Tintin becomes mixed up with rebel leader General Alcazar by accident here and begins the friendship that would see Alcazar become a recurring character in the Tintin series. Alcazar returned in The Seven Crystal Balls and then went on to feature in several other books, taking his place amongst the regular supporting characters in the Tintin universe. Alcazar is in battle with his sworn enemy General Tapioca for control of San Theodoros and although Tapioca doesn't appear here he does play a big part in one of the last books in the series - Tintin and the Picaros - where Tintin (plus Captain Haddock & Professor Calculus, who don't feature here as they hadn't been introduced to the series yet) returns to San Theodoros. Even though there were many adventures inbetween, Tintin and the Picaros is almost like a sequel to Tintin and the Broken Ear. General Alcazar is quite an interesting supporting character in the Tintin series as he has more shades of grey than the more obviously heroic (if clumsy) Haddock, Calculus and Thomson and Thompson. He's not an obvious hero and he's not an obvious villain but rather something inbetween.

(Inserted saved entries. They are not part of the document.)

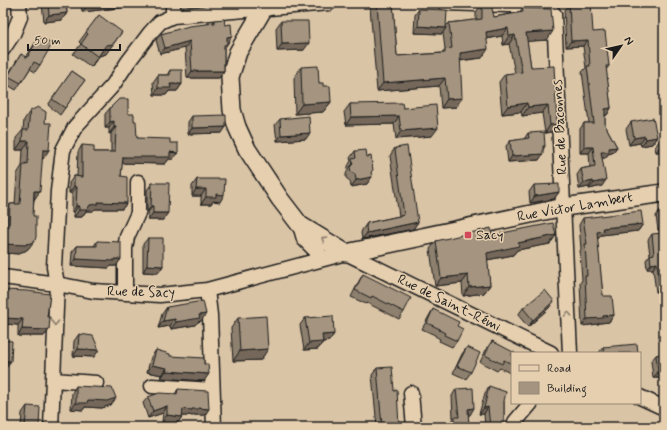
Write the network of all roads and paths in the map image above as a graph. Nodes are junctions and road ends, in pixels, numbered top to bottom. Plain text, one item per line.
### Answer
1 (19, 3) edge
2 (329, 3) edge
3 (445, 3) edge
4 (266, 6) edge
5 (173, 9) edge
6 (3, 49) edge
7 (138, 182) dead end
8 (664, 193) edge
9 (564, 207) junction
10 (300, 225) junction
11 (346, 253) junction
12 (323, 258) junction
13 (3, 276) edge
14 (57, 284) junction
15 (207, 290) junction
16 (125, 292) junction
17 (548, 352) edge
18 (570, 352) edge
19 (54, 380) junction
20 (96, 384) dead end
21 (152, 386) dead end
22 (212, 390) junction
23 (411, 393) dead end
24 (641, 397) edge
25 (530, 404) edge
26 (664, 408) edge
27 (51, 427) edge
28 (214, 427) edge
29 (414, 427) edge
30 (515, 427) edge

1 - 6 street
2 - 4 street
3 - 9 street, Rue de Baconnes
4 - 5 street
4 - 10 street
5 - 14 street
7 - 16 street
8 - 9 street, Rue Victor Lambert
9 - 11 street, Rue Victor Lambert
18 -> 9 street, Rue de Baconnes
11 -> 10 street
10 - 12 street
11 - 12 street, Rue de Sacy
11 - 17 street, Rue de Saint-Rémi
12 - 15 street, Rue de Sacy
13 - 14 street, Rue de Sacy
14 - 16 street, Rue de Sacy
14 -> 19 street
15 - 16 street, Rue de Sacy
15 - 22 street
19 - 20 street
19 - 27 street
21 - 22 street
22 - 28 street
23 - 29 street
24 - 26 street
25 - 30 street

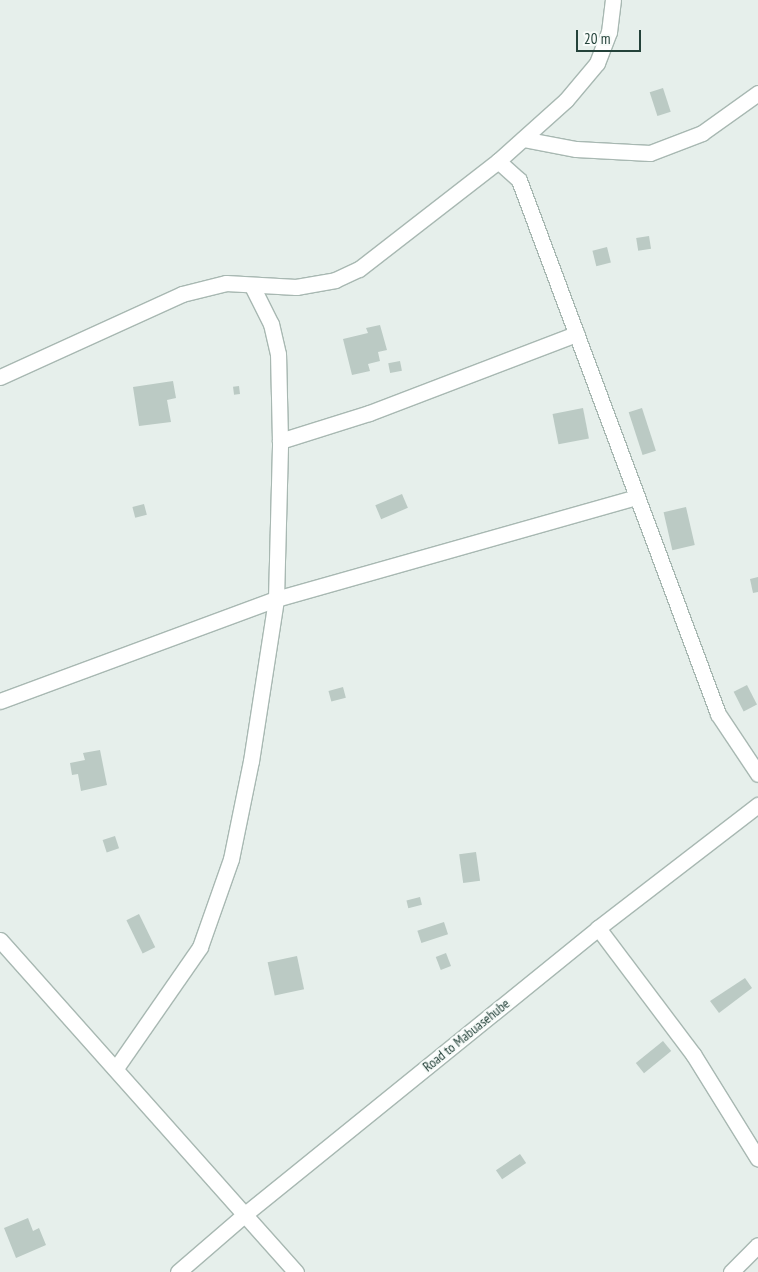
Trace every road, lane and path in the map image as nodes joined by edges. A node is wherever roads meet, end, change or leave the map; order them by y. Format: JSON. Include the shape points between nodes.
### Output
{"nodes":[{"id":1,"x":615,"y":1,"type":"edge"},
{"id":2,"x":758,"y":93,"type":"edge"},
{"id":3,"x":523,"y":139,"type":"junction"},
{"id":4,"x":498,"y":161,"type":"junction"},
{"id":5,"x":252,"y":286,"type":"junction"},
{"id":6,"x":576,"y":334,"type":"junction"},
{"id":7,"x":0,"y":378,"type":"edge"},
{"id":8,"x":280,"y":441,"type":"junction"},
{"id":9,"x":636,"y":497,"type":"junction"},
{"id":10,"x":276,"y":599,"type":"junction"},
{"id":11,"x":0,"y":701,"type":"edge"},
{"id":12,"x":758,"y":774,"type":"edge"},
{"id":13,"x":758,"y":805,"type":"edge"},
{"id":14,"x":598,"y":928,"type":"junction"},
{"id":15,"x":0,"y":940,"type":"edge"},
{"id":16,"x":116,"y":1068,"type":"junction"},
{"id":17,"x":758,"y":1160,"type":"edge"},
{"id":18,"x":244,"y":1215,"type":"junction"},
{"id":19,"x":758,"y":1245,"type":"edge"},
{"id":20,"x":178,"y":1272,"type":"edge"},
{"id":21,"x":296,"y":1272,"type":"edge"},
{"id":22,"x":731,"y":1272,"type":"edge"}],
"edges":[{"from":1,"to":3,"type":"street","via":[[609,32],[597,63],[566,100]]},
{"from":2,"to":3,"type":"street","via":[[702,133],[650,153],[576,149]]},
{"from":3,"to":4,"type":"street"},
{"from":4,"to":5,"type":"street","via":[[359,269],[335,280],[296,287]]},
{"from":4,"to":6,"type":"street","via":[[519,180]]},
{"from":5,"to":7,"type":"street","via":[[226,283],[182,294]]},
{"from":5,"to":8,"type":"street","via":[[272,324],[278,354]]},
{"from":6,"to":8,"type":"street","via":[[368,412]]},
{"from":6,"to":9,"type":"street"},
{"from":8,"to":10,"type":"street"},
{"from":9,"to":10,"type":"street"},
{"from":9,"to":12,"type":"street","via":[[718,714]]},
{"from":10,"to":11,"type":"street"},
{"from":10,"to":16,"type":"street","via":[[251,761],[231,859],[212,918],[200,947],[176,985]]},
{"from":13,"to":14,"type":"street","name":"Road to Mabuasehube"},
{"from":14,"to":17,"type":"street","via":[[692,1054]]},
{"from":14,"to":18,"type":"street","name":"Road to Mabuasehube"},
{"from":15,"to":16,"type":"street"},
{"from":16,"to":18,"type":"street"},
{"from":18,"to":20,"type":"street","name":"Road to Mabuasehube"},
{"from":18,"to":21,"type":"street"},
{"from":19,"to":22,"type":"street"}]}
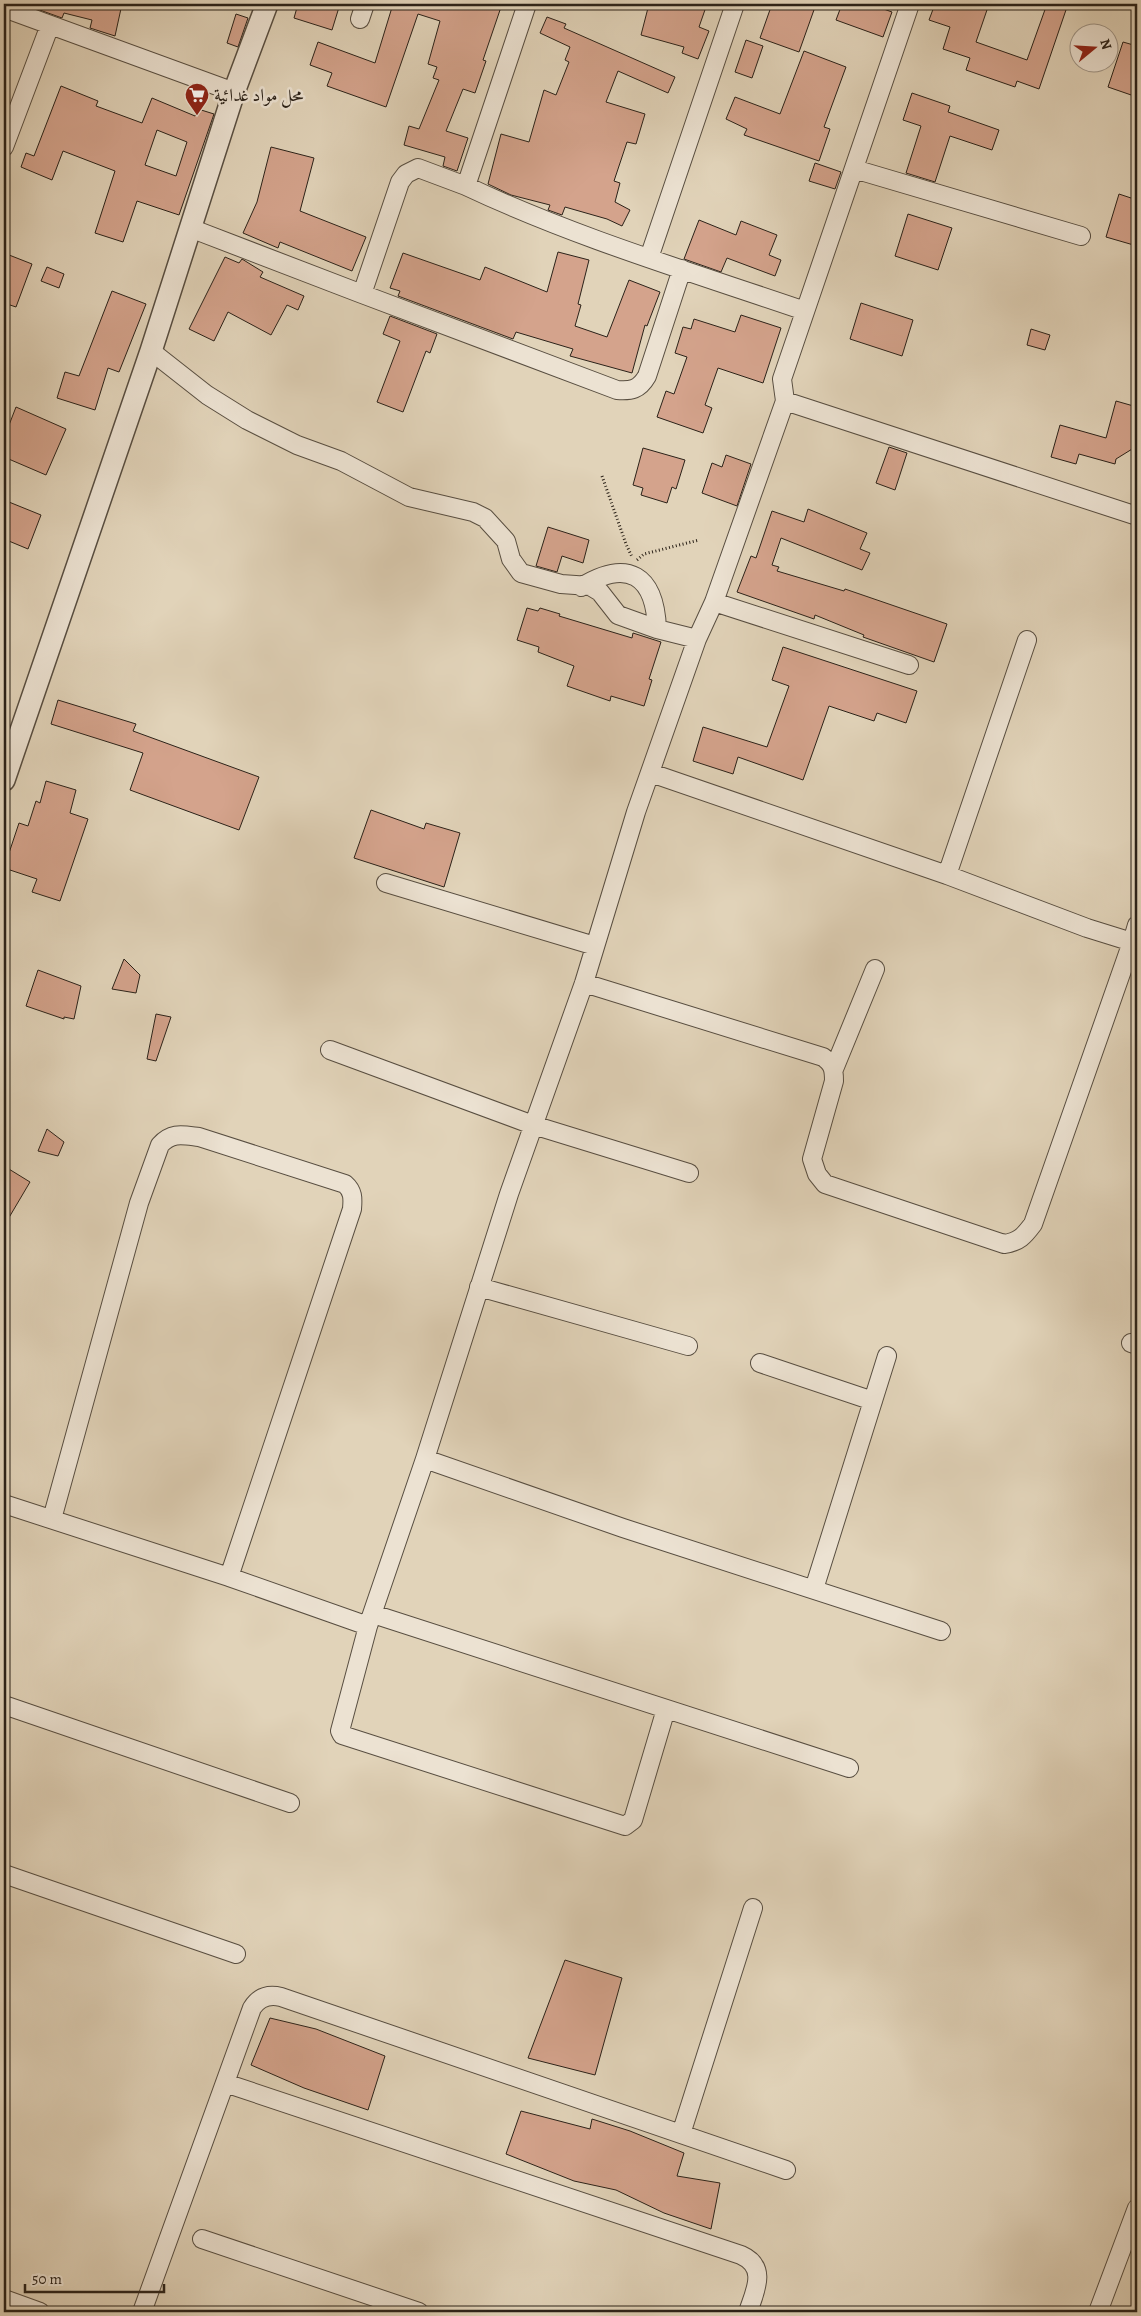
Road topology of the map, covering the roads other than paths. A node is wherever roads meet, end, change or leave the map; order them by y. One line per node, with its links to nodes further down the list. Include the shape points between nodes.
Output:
1 (267, 4): 7 (street)
2 (527, 4): 10 (street)
3 (735, 4): 13 (street)
4 (910, 4): 9 (street)
5 (4, 8): 6 (street)
6 (50, 25): 7 (street); 8 (street)
7 (234, 92): 11 (street)
8 (4, 147)
9 (854, 169): 12 (street); 16 (street)
10 (466, 186): 13 (street); 15 (street, via 418,168 406,174 400,182)
11 (190, 228): 15 (street); 17 (street)
12 (1081, 236)
13 (649, 258): 14 (street)
14 (682, 269): 15 (street, via 646,376 642,384 630,391 617,390); 16 (street)
15 (362, 294)
16 (805, 311): 18 (street, via 782,379)
17 (151, 351): 20 (street, via 207,395 255,424 340,460 409,497 473,512 485,518 506,541 511,559 521,573); 27 (street)
18 (785, 401): 19 (street); 21 (street)
19 (1137, 516)
20 (581, 587): 22 (street, via 590,586 600,592 618,615); 22 (street, via 600,575 635,568 650,590 656,609)
21 (714, 602): 23 (street); 25 (street)
22 (657, 629): 23 (street)
23 (697, 639): 26 (street)
24 (1027, 640): 28 (street)
25 (909, 666)
26 (651, 773): 28 (street); 31 (street)
27 (4, 775)
28 (948, 875): 30 (street, via 1087,928)
29 (386, 883): 31 (street)
30 (1135, 937): 35 (street, via 1033,1224 1015,1242 1004,1244 825,1184 812,1159 834,1081)
31 (595, 946): 33 (street)
32 (875, 969): 35 (street)
33 (584, 983): 35 (street, via 823,1057 831,1062); 36 (street)
34 (330, 1050): 36 (street)
35 (834, 1069)
36 (533, 1125): 37 (street); 38 (street)
37 (689, 1173)
38 (480, 1287): 39 (street); 43 (street)
39 (688, 1346)
40 (887, 1356): 42 (street)
41 (760, 1363): 42 (street)
42 (873, 1402): 47 (street)
43 (425, 1459): 47 (street, via 623,1528); 48 (street)
44 (4, 1504): 45 (street)
45 (52, 1519): 46 (street); 46 (street, via 139,1203 160,1145 166,1138 175,1134 199,1137 345,1184 353,1198 352,1209)
46 (229, 1577): 48 (street)
47 (814, 1589): 49 (street)
48 (370, 1620): 51 (street); 51 (street, via 339,1726 342,1735 625,1826 633,1820)
49 (941, 1631)
50 (4, 1705): 53 (street)
51 (666, 1709): 52 (street)
52 (849, 1768)
53 (290, 1803)
54 (4, 1874): 56 (street)
55 (752, 1908): 58 (street)
56 (236, 1954)
57 (225, 2083): 58 (street, via 252,2008 259,2000 276,1996); 64 (street); 66 (street, via 747,2258 758,2274)
58 (681, 2134): 59 (street)
59 (786, 2170)
60 (1137, 2208): 67 (street)
61 (202, 2239): 65 (street)
62 (4, 2299): 63 (street)
63 (40, 2312)
64 (142, 2312)
65 (419, 2312)
66 (748, 2312)
67 (1098, 2312)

You don't quite get the edge and sense of danger and invention that The Blue Lotus had at times but there is still some relatively good stuff in Tintin and the Broken Ear as the story unfolds. The wooden fetish idol is used in clever fashion by Hergé to spin out an Indiana Jones type plot where various characters are trying to outwit each other or are forced to search in dangerous places, with double-twists and betrayals abounding. Tintin has some decent encounters/battles with the baddies throughout the story. I liked the kayak-trip Tintin undertakes in search of a mysterious tribe and the rainforest sequences are generally interesting and atmospheric. Hergé was known for the occasional surreal interlude and there are a few hints of this side of him here although I gather the original version contained a trademark weird dream sequence that is not present in this (now standard) 1943 version. The art in Tintin and the Broken Ear is suitably impressive and detailed at times with good backdrops.
There is quite a memorable section too in the book where Tintin is placed before a firing squad and we get the rare sight of seeing him completely drunk. A cheeky and annoying parrot is deployed for comic effect in the first third of the book just as Hergé later used a parrot again in The Castafiore Emerald to memorably annoy Captain Haddock. I don't quite know why Hergé was so obsessed with parrots but he gleaned a few laughs from them in his long career. The accident prone detectives Thomson and Thompson made a brief appearance here near the start of Tintin and the Broken Ear but aren't really a part of the story. Although this early adventure is not quite as good as The Blue Lotus and was surpassed by many of the future books in the series, it is a solid entry and marks the point where Hergé was really beginning to open up the books and become more ambitious.
The story has an enjoyable number of twists and turns and it builds to a satisfying ending with plenty of action along the way. Tintin and the Broken Ear is not quite classic Tintin but this is still pretty good nonetheless.